Based on observation and interview the facility failed to ensure emergency access corridor doors did not have two locking devices which required a tool or key to unlock.

Findings:

On 04/14/22 at 2:16pm the suveyor observed a barrel latch on the corridor egress door of staff C.

On 04/14/22 at 2:16pm the surveyor asked staff A why was there two latches on staff C's corridor access office door. Staff A stated they had installed the two latches for security for staff C but will remove them to be compliant.

Anesthetizing Locations

Tag No.: K0323

Based on observation and interview the facility failed to ensure CMS ASHRAE 170-2008 ventilatory guidelines were followed as required.

Findings:

On 04/14/22 at 10:33am the surveyor observed a Sterad NX sterilizer in the sterile processing room that is positively ventilated.

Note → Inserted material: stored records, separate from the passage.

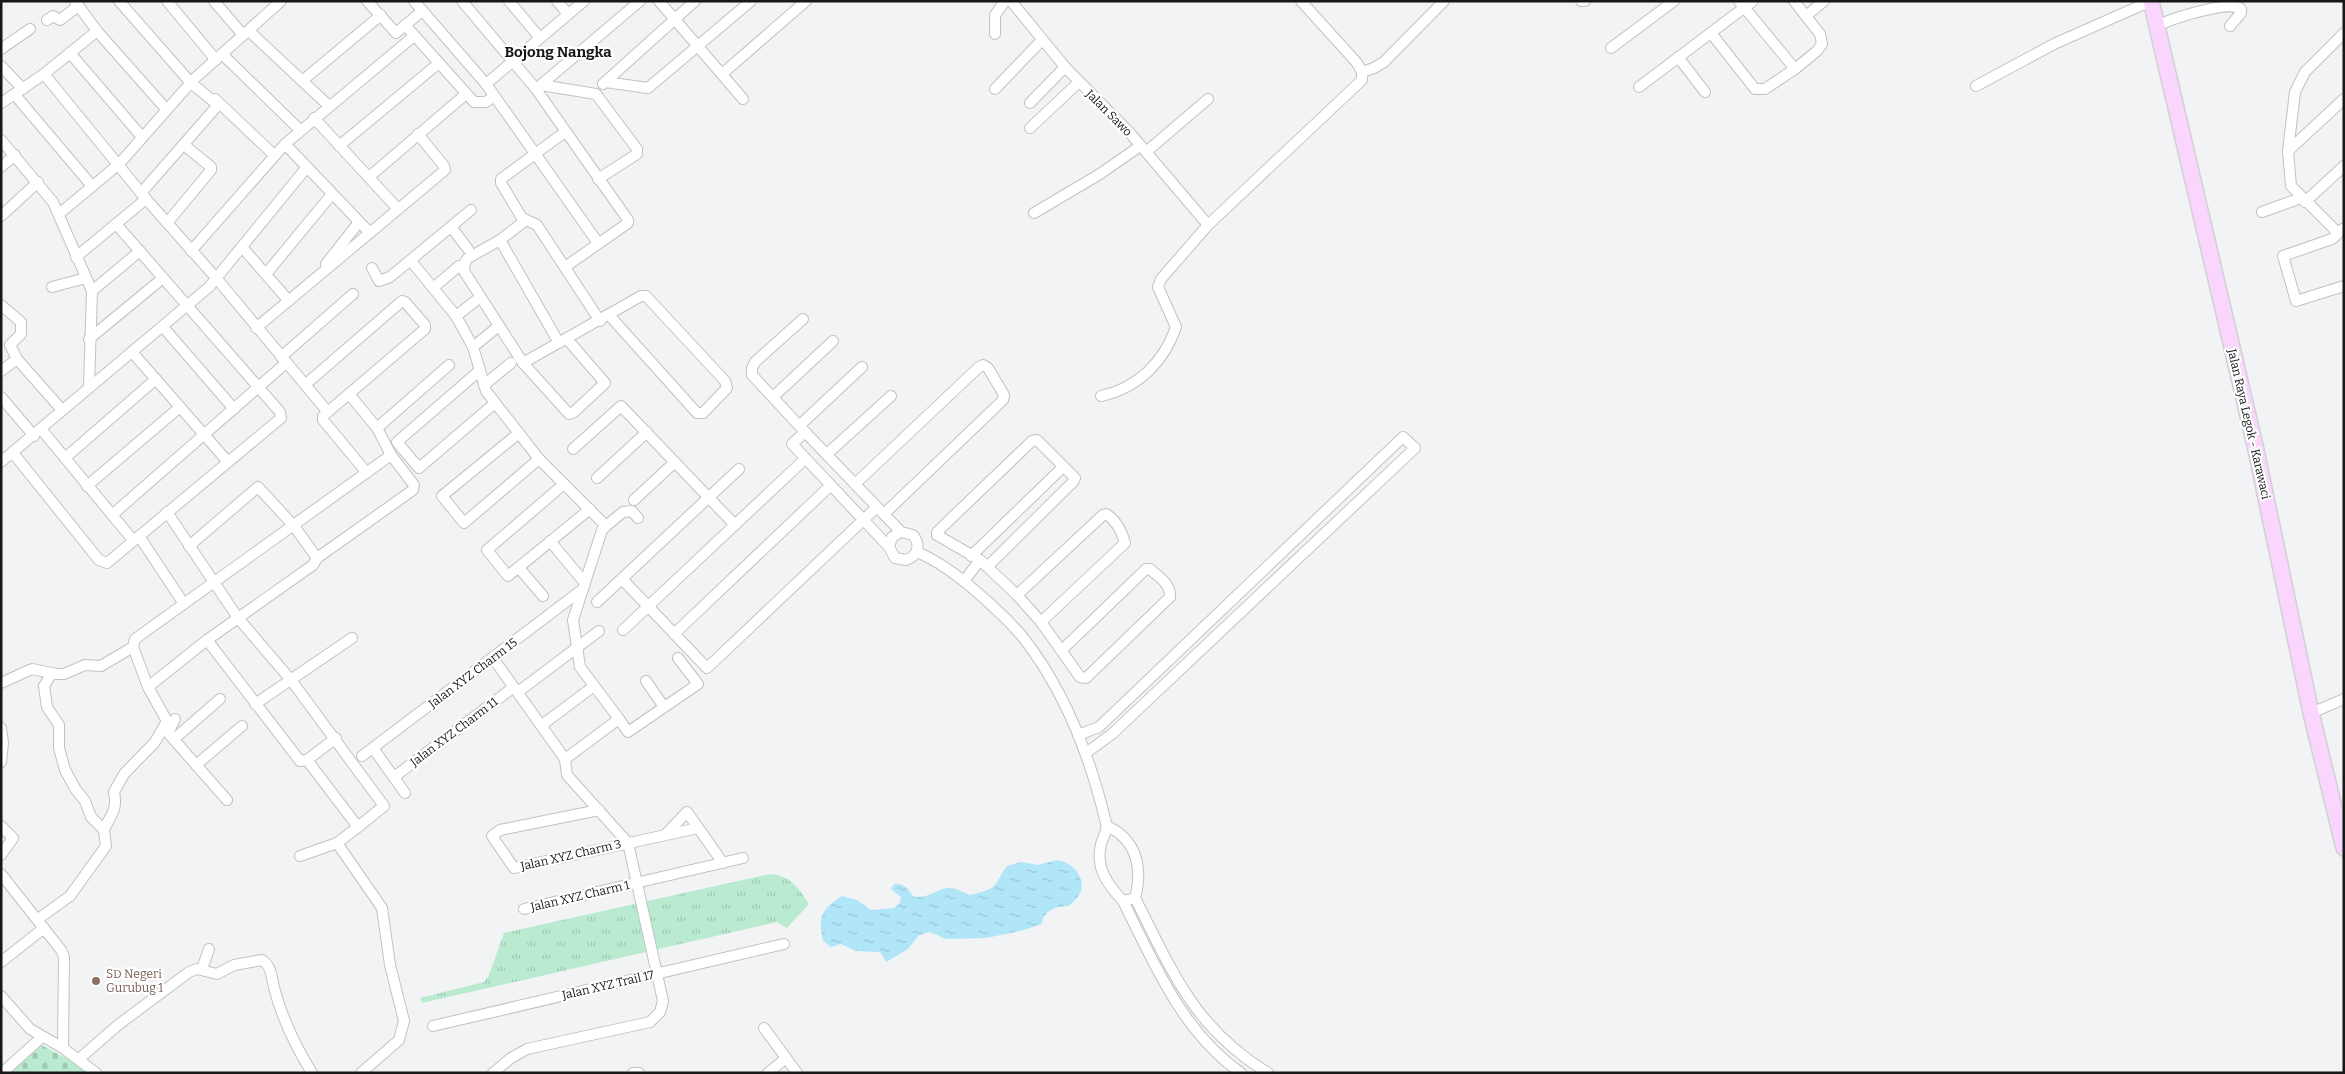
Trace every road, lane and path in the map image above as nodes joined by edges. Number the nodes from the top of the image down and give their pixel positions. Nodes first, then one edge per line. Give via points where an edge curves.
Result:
1 (119, 1) edge
2 (167, 1) edge
3 (214, 1) edge
4 (281, 1) edge
5 (367, 1) edge
6 (414, 1) edge
7 (462, 1) edge
8 (509, 1) edge
9 (557, 1) edge
10 (584, 1) edge
11 (640, 1) edge
12 (659, 1) edge
13 (695, 1) edge
14 (751, 1) edge
15 (806, 1) edge
16 (1005, 1) edge
17 (1011, 1) edge
18 (1301, 1) edge
19 (1444, 1) edge
20 (1580, 1) edge
21 (1585, 1) edge
22 (1674, 1) edge
23 (1753, 1) edge
24 (1794, 1) edge
25 (1824, 1) edge
26 (2151, 1) edge
27 (2193, 1) edge
28 (76, 3) edge
29 (1741, 5) edge
30 (422, 11) junction
31 (568, 14) junction
32 (380, 15) junction
33 (1806, 16) junction
34 (674, 19) junction
35 (47, 20) dead end
36 (2156, 23) junction
37 (405, 25) junction
38 (2230, 26) dead end
39 (30, 29) dead end
40 (97, 31) junction
41 (246, 33) junction
42 (1711, 33) junction
43 (2344, 33) edge
44 (995, 34) dead end
45 (414, 36) junction
46 (540, 38) junction
47 (1042, 40) junction
48 (698, 47) junction
49 (1611, 48) dead end
50 (1, 49) edge
51 (70, 54) junction
52 (219, 57) junction
53 (1678, 57) junction
54 (513, 61) junction
55 (438, 63) junction
56 (1, 66) edge
57 (1065, 67) junction
58 (1795, 69) junction
59 (1362, 72) junction
60 (44, 74) junction
61 (722, 74) junction
62 (192, 81) junction
63 (302, 81) junction
64 (605, 82) junction
65 (1078, 82) junction
66 (486, 84) junction
67 (1976, 86) dead end
68 (538, 87) junction
69 (1639, 87) dead end
70 (995, 89) dead end
71 (19, 92) junction
72 (1705, 92) dead end
73 (593, 93) junction
74 (466, 94) junction
75 (494, 96) junction
76 (743, 99) dead end
77 (1208, 99) dead end
78 (2344, 99) edge
79 (1, 103) edge
80 (1030, 103) dead end
81 (329, 106) junction
82 (166, 109) junction
83 (314, 118) junction
84 (1030, 128) dead end
85 (300, 130) junction
86 (566, 132) junction
87 (418, 134) junction
88 (142, 137) junction
89 (1, 140) edge
90 (285, 144) junction
91 (184, 145) junction
92 (339, 146) junction
93 (1143, 149) junction
94 (2288, 151) junction
95 (535, 154) junction
96 (14, 155) junction
97 (274, 155) junction
98 (119, 164) junction
99 (2344, 166) edge
100 (1, 167) edge
101 (307, 167) junction
102 (369, 177) junction
103 (598, 180) junction
104 (38, 182) junction
105 (92, 186) junction
106 (332, 194) junction
107 (144, 196) junction
108 (2303, 200) junction
109 (398, 209) junction
110 (471, 210) dead end
111 (2262, 212) dead end
112 (1034, 213) dead end
113 (60, 214) junction
114 (1, 216) edge
115 (526, 220) junction
116 (359, 222) junction
117 (167, 223) junction
118 (116, 224) junction
119 (1208, 225) junction
120 (452, 227) junction
121 (2341, 231) edge
122 (370, 233) junction
123 (500, 240) junction
124 (598, 243) junction
125 (242, 247) junction
126 (468, 249) dead end
127 (140, 251) junction
128 (191, 251) junction
129 (76, 257) junction
130 (411, 261) junction
131 (459, 266) dead end
132 (565, 267) junction
133 (372, 268) dead end
134 (266, 274) junction
135 (86, 278) junction
136 (163, 278) junction
137 (217, 279) junction
138 (313, 280) junction
139 (2344, 286) edge
140 (52, 287) dead end
141 (433, 288) junction
142 (92, 291) junction
143 (353, 294) dead end
144 (479, 298) dead end
145 (289, 301) junction
146 (1, 305) edge
147 (189, 306) junction
148 (456, 316) junction
149 (604, 318) junction
150 (803, 320) dead end
151 (162, 327) junction
152 (256, 328) junction
153 (495, 328) dead end
154 (89, 339) junction
155 (563, 341) junction
156 (833, 341) dead end
157 (473, 347) junction
158 (132, 352) junction
159 (17, 359) junction
160 (283, 360) junction
161 (511, 363) dead end
162 (524, 363) junction
163 (449, 365) dead end
164 (862, 367) dead end
165 (1, 371) edge
166 (479, 371) junction
167 (156, 379) junction
168 (306, 384) junction
169 (484, 385) junction
170 (89, 387) junction
171 (257, 388) junction
172 (349, 394) junction
173 (891, 396) dead end
174 (1102, 396) dead end
175 (1, 398) edge
176 (773, 398) junction
177 (495, 403) junction
178 (180, 407) junction
179 (234, 409) junction
180 (62, 410) junction
181 (327, 411) junction
182 (377, 428) junction
183 (802, 428) junction
184 (37, 432) junction
185 (647, 432) junction
186 (519, 433) junction
187 (204, 435) junction
188 (573, 449) dead end
189 (827, 454) junction
190 (391, 456) junction
191 (5, 457) edge
192 (65, 458) junction
193 (539, 459) junction
194 (805, 459) junction
195 (228, 462) junction
196 (675, 462) junction
197 (1063, 467) junction
198 (739, 469) dead end
199 (367, 473) junction
200 (597, 478) dead end
201 (564, 484) junction
202 (855, 484) junction
203 (87, 486) junction
204 (830, 486) junction
205 (709, 498) junction
206 (634, 500) dead end
207 (590, 509) junction
208 (881, 511) junction
209 (167, 512) junction
210 (112, 515) junction
211 (638, 518) dead end
212 (863, 520) junction
213 (735, 525) junction
214 (294, 526) junction
215 (606, 526) junction
216 (901, 532) junction
217 (136, 538) junction
218 (550, 541) junction
219 (189, 546) junction
220 (889, 548) junction
221 (917, 552) junction
222 (317, 558) junction
223 (979, 561) junction
224 (519, 568) junction
225 (622, 579) junction
226 (964, 581) junction
227 (214, 583) junction
228 (584, 586) junction
229 (1017, 595) junction
230 (543, 596) dead end
231 (597, 602) dead end
232 (184, 604) junction
233 (648, 607) junction
234 (238, 618) junction
235 (1041, 622) junction
236 (623, 630) dead end
237 (599, 631) dead end
238 (674, 634) junction
239 (352, 638) dead end
240 (207, 640) junction
241 (133, 647) junction
242 (577, 648) junction
243 (1062, 650) junction
244 (493, 658) junction
245 (678, 658) dead end
246 (52, 673) junction
247 (291, 680) junction
248 (646, 682) dead end
249 (1, 683) edge
250 (594, 686) junction
251 (148, 687) junction
252 (516, 690) junction
253 (220, 699) dead end
254 (2344, 699) edge
255 (156, 700) junction
256 (255, 704) junction
257 (664, 707) junction
258 (2311, 713) junction
259 (175, 719) junction
260 (619, 720) junction
261 (1102, 723) junction
262 (542, 725) junction
263 (242, 726) dead end
264 (1, 728) edge
265 (184, 730) junction
266 (1112, 734) junction
267 (1078, 735) junction
268 (336, 738) junction
269 (174, 739) junction
270 (373, 748) junction
271 (1086, 752) junction
272 (362, 756) dead end
273 (565, 759) junction
274 (307, 760) junction
275 (1, 762) edge
276 (196, 765) junction
277 (394, 777) junction
278 (405, 793) dead end
279 (227, 800) dead end
280 (599, 810) junction
281 (1, 826) edge
282 (1107, 826) junction
283 (358, 827) junction
284 (698, 828) junction
285 (104, 830) junction
286 (666, 834) junction
287 (628, 843) junction
288 (337, 844) junction
289 (2344, 848) edge
290 (1, 855) edge
291 (300, 856) dead end
292 (743, 858) dead end
293 (723, 863) junction
294 (1, 874) edge
295 (637, 883) junction
296 (1135, 898) junction
297 (1123, 901) junction
298 (524, 909) dead end
299 (41, 923) junction
300 (784, 944) dead end
301 (209, 950) dead end
302 (1, 962) edge
303 (202, 969) junction
304 (657, 974) junction
305 (1, 996) edge
306 (433, 1026) dead end
307 (764, 1028) dead end
308 (42, 1038) junction
309 (64, 1048) junction
310 (786, 1058) junction
311 (79, 1060) junction
312 (2, 1073) edge
313 (96, 1073) edge
314 (312, 1073) edge
315 (361, 1073) edge
316 (493, 1073) edge
317 (768, 1073) edge
318 (797, 1073) edge
319 (1242, 1073) edge
320 (1268, 1073) edge

1 - 62 street
2 - 52 street
3 - 41 street
4 - 41 street
5 - 32 street
6 - 30 street
7 - 54 street
8 - 46 street
9 - 31 street
10 - 31 street
11 - 68 street
12 - 34 street
13 - 34 street
14 - 48 street
15 - 61 street
16 - 44 street via 995,15
17 - 47 street, Jalan Sawo
18 - 59 street
19 - 59 street via 1384,62
20 - 21 street
22 - 49 street
23 - 29 street
24 - 33 street
25 - 33 street
26 - 36 main road, Jalan Raya Legok - Karawaci
26 - 67 street via 2054,44
27 - 36 street
28 - 35 street via 60,20 53,16
28 - 40 street
29 - 42 street
29 - 58 street
30 - 37 street
30 - 66 street
31 - 46 street
32 - 37 street via 395,32
32 - 63 street
33 - 58 street via 1820,34 1822,44
34 - 48 street
34 - 64 street
36 - 38 street via 2202,4 2223,2 2234,3 2242,9
36 - 258 main road, Jalan Raya Legok - Karawaci via 2256,450
37 - 45 street
39 - 50 street
40 - 51 street
40 - 82 street
41 - 52 street
41 - 63 street
42 - 53 street
42 - 58 street via 1755,89 1765,88
43 - 94 street via 2305,72 2295,92
45 - 55 street
45 - 81 street
46 - 54 street
47 - 57 street, Jalan Sawo
47 - 70 street
48 - 61 street
48 - 64 street via 648,88
51 - 60 street
51 - 88 street
52 - 62 street
52 - 85 street
53 - 69 street
53 - 72 street
54 - 66 street
54 - 68 street
55 - 74 street
55 - 92 street
56 - 71 street
57 - 65 street, Jalan Sawo
57 - 80 street
59 - 119 street via 1362,80 1353,89
60 - 71 street
60 - 98 street
61 - 76 street
62 - 82 street
62 - 91 street via 218,105
62 - 97 street
63 - 81 street
64 - 73 street
65 - 84 street
65 - 93 street, Jalan Sawo
66 - 75 street
68 - 73 street
68 - 86 street
71 - 79 street
71 - 105 street
73 - 103 street via 638,152
74 - 75 street via 480,104
74 - 87 street
75 - 95 street
77 - 93 street
78 - 94 street
81 - 83 street
82 - 88 street
83 - 85 street
83 - 92 street
85 - 90 street
86 - 95 street
86 - 103 street
87 - 102 street
87 - 109 street via 445,170
88 - 98 street
89 - 96 street
90 - 97 street
90 - 101 street
91 - 107 street
91 - 117 street via 211,170
92 - 102 street
93 - 112 street
93 - 119 street, Jalan Sawo
94 - 108 street via 2291,186
95 - 115 street via 501,179 519,214
95 - 124 street
96 - 100 street
96 - 104 street
97 - 128 street
98 - 105 street
98 - 107 street
99 - 108 street
101 - 106 street
101 - 125 street
102 - 109 street
103 - 124 street via 628,222
104 - 113 street
104 - 114 street
105 - 113 street
106 - 116 street
106 - 134 street
107 - 117 street
107 - 118 street
108 - 111 street
108 - 121 street
109 - 122 street
110 - 120 street
113 - 129 street
115 - 123 street
115 - 132 street via 537,225
116 - 122 street
116 - 138 street
117 - 128 street
118 - 127 street
118 - 129 street
119 - 174 street via 1161,279 1158,287 1176,327 1164,355 1136,382
120 - 126 street
120 - 130 street
121 - 139 street via 2332,239 2283,256 2296,300
122 - 138 street
123 - 155 street
123 - 162 street via 468,258 464,271
124 - 132 street
125 - 134 street
125 - 137 street
127 - 136 street
127 - 142 street
128 - 137 street
129 - 135 street
130 - 133 street via 379,281
130 - 141 street
131 - 141 street
132 - 149 street
134 - 145 street
135 - 140 street
135 - 142 street
136 - 147 street
136 - 154 street
137 - 147 street
137 - 152 street
138 - 145 street
141 - 148 street
142 - 154 street
143 - 160 street
144 - 148 street
145 - 152 street
146 - 159 street via 21,322 21,334 10,346
147 - 151 street
147 - 171 street
148 - 157 street
149 - 149 street via 646,296 725,381 727,388 703,413 698,413
149 - 155 street
150 - 176 street via 752,368 752,376
151 - 158 street
151 - 179 street
152 - 160 street
153 - 157 street
154 - 170 street
155 - 162 street
155 - 162 street via 605,383 574,412 569,414 564,410
156 - 176 street
157 - 166 street
158 - 167 street
158 - 170 street
159 - 165 street
159 - 180 street
160 - 168 street
160 - 171 street
161 - 169 street
163 - 182 street
164 - 183 street
166 - 169 street
166 - 177 street via 397,442 419,468
167 - 178 street
167 - 192 street
168 - 172 street via 405,302 425,329
168 - 181 street
169 - 177 street
170 - 180 street
171 - 179 street
171 - 195 street via 280,412 281,418
172 - 181 street
172 - 182 street
173 - 189 street
175 - 184 street
176 - 183 street
177 - 186 street
178 - 187 street
178 - 203 street
179 - 187 street
180 - 184 street
181 - 199 street via 322,419
182 - 190 street
183 - 189 street
183 - 194 street via 792,445
184 - 191 street
184 - 192 street
185 - 188 street via 620,406
185 - 196 street
185 - 200 street
186 - 193 street
186 - 193 street via 442,496 464,523
187 - 195 street
187 - 210 street
189 - 202 street
190 - 199 street
190 - 222 street via 414,489
191 - 217 street via 102,562 107,563
192 - 203 street
193 - 201 street
194 - 204 street
194 - 213 street
195 - 209 street
196 - 205 street
196 - 206 street
197 - 223 street
197 - 223 street via 1075,478 1073,482
197 - 223 street via 1034,439 937,532 939,537
198 - 205 street
199 - 214 street
201 - 207 street
201 - 224 street via 487,550 508,576
202 - 208 street
202 - 208 street via 978,367 988,368 1003,393 1003,400
203 - 210 street
204 - 212 street
204 - 238 street
205 - 213 street
205 - 225 street
207 - 215 street
207 - 218 street
208 - 212 street
208 - 216 street
209 - 217 street
209 - 219 street
210 - 217 street
211 - 215 street via 632,511 623,512
212 - 220 street
212 - 238 street via 708,667
213 - 233 street
214 - 219 street via 257,487
214 - 222 street
214 - 227 street
215 - 228 street
216 - 220 street via 892,537
216 - 221 street via 915,537
217 - 232 street
218 - 224 street
218 - 228 street
219 - 227 street
220 - 221 street via 893,556 901,560 910,559
221 - 226 street
222 - 234 street via 314,565
223 - 226 street
223 - 229 street
224 - 230 street
225 - 231 street
225 - 233 street
226 - 267 street via 1025,640 1043,666
227 - 232 street
227 - 234 street
228 - 242 street via 572,620
228 - 244 street, Jalan XYZ Charm 15
229 - 235 street
229 - 235 street via 1103,515 1111,517 1125,543
232 - 241 street via 135,639
233 - 236 street
233 - 238 street
234 - 240 street
234 - 247 street
235 - 243 street
237 - 242 street, Jalan XYZ Charm 11
239 - 247 street
240 - 251 street
240 - 256 street
241 - 246 street via 101,666 85,665 64,674
241 - 251 street
242 - 250 street via 580,666
242 - 252 street, Jalan XYZ Charm 11
243 - 243 street via 1146,570 1150,568 1168,585 1170,597 1086,678 1080,677
244 - 252 street
244 - 270 street, Jalan XYZ Charm 15
245 - 257 street via 698,684
246 - 249 street via 32,669
246 - 285 street via 44,686 47,707 59,725 59,748 65,770 92,817
247 - 256 street
247 - 268 street
248 - 257 street
250 - 260 street
250 - 262 street
251 - 255 street
252 - 262 street
252 - 277 street, Jalan XYZ Charm 11
253 - 265 street
254 - 258 street
255 - 259 street
255 - 285 street via 167,721 155,742 124,774 114,792 113,816
256 - 274 street via 296,758
257 - 260 street via 628,732
258 - 289 main road, Jalan Raya Legok - Karawaci
259 - 265 street
259 - 269 street via 168,732
260 - 273 street
261 - 266 street
261 - 266 street via 1403,437 1415,448
261 - 267 street
262 - 273 street
263 - 276 street
264 - 275 street
265 - 269 street
266 - 271 street
267 - 271 street
268 - 274 street
268 - 283 street via 384,803 382,809
269 - 276 street
270 - 272 street, Jalan XYZ Charm 15
270 - 277 street
271 - 282 street
273 - 280 street via 567,775
274 - 283 street
276 - 279 street
277 - 278 street
280 - 287 street
280 - 287 street, Jalan XYZ Charm 3 via 500,830 492,836 514,868
281 - 290 street via 14,838
282 - 296 street via 1123,835 1138,860 1140,882
282 - 297 street via 1099,854 1100,866 1108,885
283 - 288 street
284 - 286 street, Jalan XYZ Charm 3
284 - 286 street via 687,812
284 - 293 street
285 - 299 street via 106,846 80,885
286 - 287 street, Jalan XYZ Charm 3
287 - 295 street
288 - 291 street
288 - 315 street via 382,908 390,965 404,1021 399,1040
292 - 293 street, Jalan XYZ Charm 1
293 - 295 street, Jalan XYZ Charm 1
294 - 299 street
295 - 298 street, Jalan XYZ Charm 1
295 - 304 street
296 - 297 street
296 - 320 street via 1177,980 1200,1016 1225,1042
297 - 319 street via 1166,987 1189,1022 1216,1052
299 - 302 street
299 - 309 street via 64,958
300 - 304 street, Jalan XYZ Trail 17
301 - 303 street
303 - 311 street via 189,972 118,1025
303 - 314 street via 217,974 234,965 262,960 267,964 279,1008 294,1044
304 - 306 street, Jalan XYZ Trail 17
304 - 316 street via 663,1000 660,1012 650,1022 526,1050
305 - 308 street
307 - 310 street
308 - 309 street
308 - 312 street
309 - 311 street
310 - 317 street
310 - 318 street
311 - 313 street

On 04/14/22 at 10:33am the surveyor asked staff A why the sterilizer was housed in a positively ventilated area were ASHRAE 170-2008 table 7.1 outlines sterilizers are to be housed in negatively ventilated areas. Staff A stated they will move the Sterad NX sterilizer to a negatively ventilated area to be in compliance with ASHRAE 170-2008.

Corridor - Openings

Tag No.: K0364

Based on observation and interview the facility failed to ensure corridor doors did not have transfer grills as required.

Findings:

On 04/13/22 at 2:32pm the surveyor observed a transfer grill on the men's and women's bathroom corridor door near the cafeteria.

On 04/13/22 at 2:32pm the surveyor asked staff A why there were transfer grills installed on corridor doors which would allow smoke and fire to spread throughout the facility. Staff A stated they did not know it was against code and non-compliant. Staff A stated they will correct the problem with the installed transfer grills in the corridor doors to be compliant.

Electrical Systems - Essential Electric Syste

Tag No.: K0918

Based on record review and interview the facility failed to ensure the emergency generator testing was completed.

Findings:

Record review revealed the facility did not complete monthly load bank testing for 2019, 2020, and 2021.

On 04/13/22 at 10:52am Staff A was asked to provide the emergency generator load bank logs for 2019, 2020 and 2021. Staff A stated the generator load banks were not done for the years 2019, 2020, and 2021. Staff A stated they will start doing monthly load banks to be in compliance.